* [Records provided]:
○ ○ ○

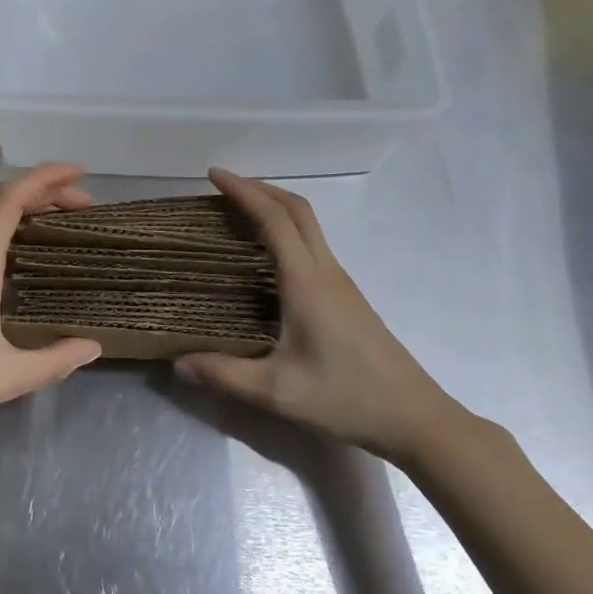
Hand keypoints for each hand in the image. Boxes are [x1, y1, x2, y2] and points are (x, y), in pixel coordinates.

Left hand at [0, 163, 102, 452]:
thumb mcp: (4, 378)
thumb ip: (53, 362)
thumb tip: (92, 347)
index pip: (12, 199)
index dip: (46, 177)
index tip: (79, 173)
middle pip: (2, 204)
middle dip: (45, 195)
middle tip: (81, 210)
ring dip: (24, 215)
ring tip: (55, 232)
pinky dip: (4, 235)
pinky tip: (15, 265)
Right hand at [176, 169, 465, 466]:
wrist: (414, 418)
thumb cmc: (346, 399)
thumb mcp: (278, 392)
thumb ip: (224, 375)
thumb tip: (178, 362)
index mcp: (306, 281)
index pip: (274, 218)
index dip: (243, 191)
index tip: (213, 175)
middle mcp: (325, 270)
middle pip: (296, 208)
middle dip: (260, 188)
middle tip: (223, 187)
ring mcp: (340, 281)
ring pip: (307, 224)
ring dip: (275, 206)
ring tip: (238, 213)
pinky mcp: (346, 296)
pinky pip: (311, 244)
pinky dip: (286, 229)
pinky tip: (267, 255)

○ ○ ○

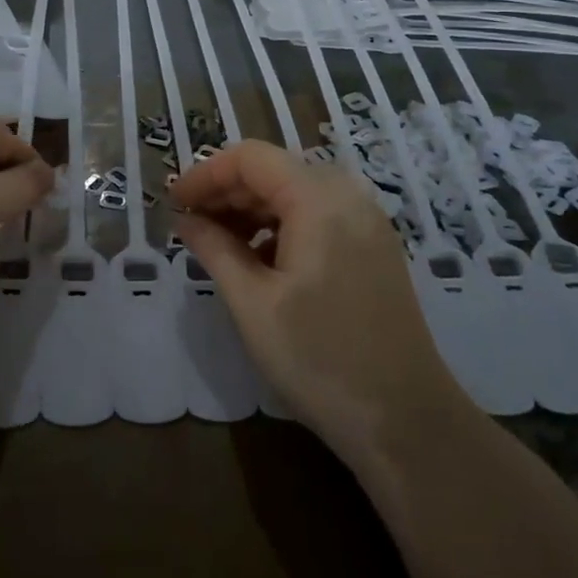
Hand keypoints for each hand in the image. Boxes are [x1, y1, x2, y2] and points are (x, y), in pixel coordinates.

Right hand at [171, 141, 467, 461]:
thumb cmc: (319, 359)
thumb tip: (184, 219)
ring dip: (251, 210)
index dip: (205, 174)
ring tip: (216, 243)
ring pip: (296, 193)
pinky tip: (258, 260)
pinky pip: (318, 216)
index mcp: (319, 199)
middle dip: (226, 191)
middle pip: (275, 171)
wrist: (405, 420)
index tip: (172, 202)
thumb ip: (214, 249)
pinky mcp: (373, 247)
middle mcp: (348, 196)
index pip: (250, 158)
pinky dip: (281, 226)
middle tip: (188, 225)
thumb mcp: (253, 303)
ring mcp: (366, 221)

○ ○ ○

* [Problem requirements]: Out of the entries, pull every line that mentions "thumb".

* [Reply]:
thumb mcp: (4, 378)
thumb ip: (53, 362)
thumb tip: (92, 347)
thumb cmc: (346, 399)
thumb mcp: (278, 392)
thumb ip: (224, 375)
thumb tip: (178, 362)
thumb cmc: (319, 359)
thumb tip: (184, 219)
thumb ip: (214, 249)
thumb mcp: (253, 303)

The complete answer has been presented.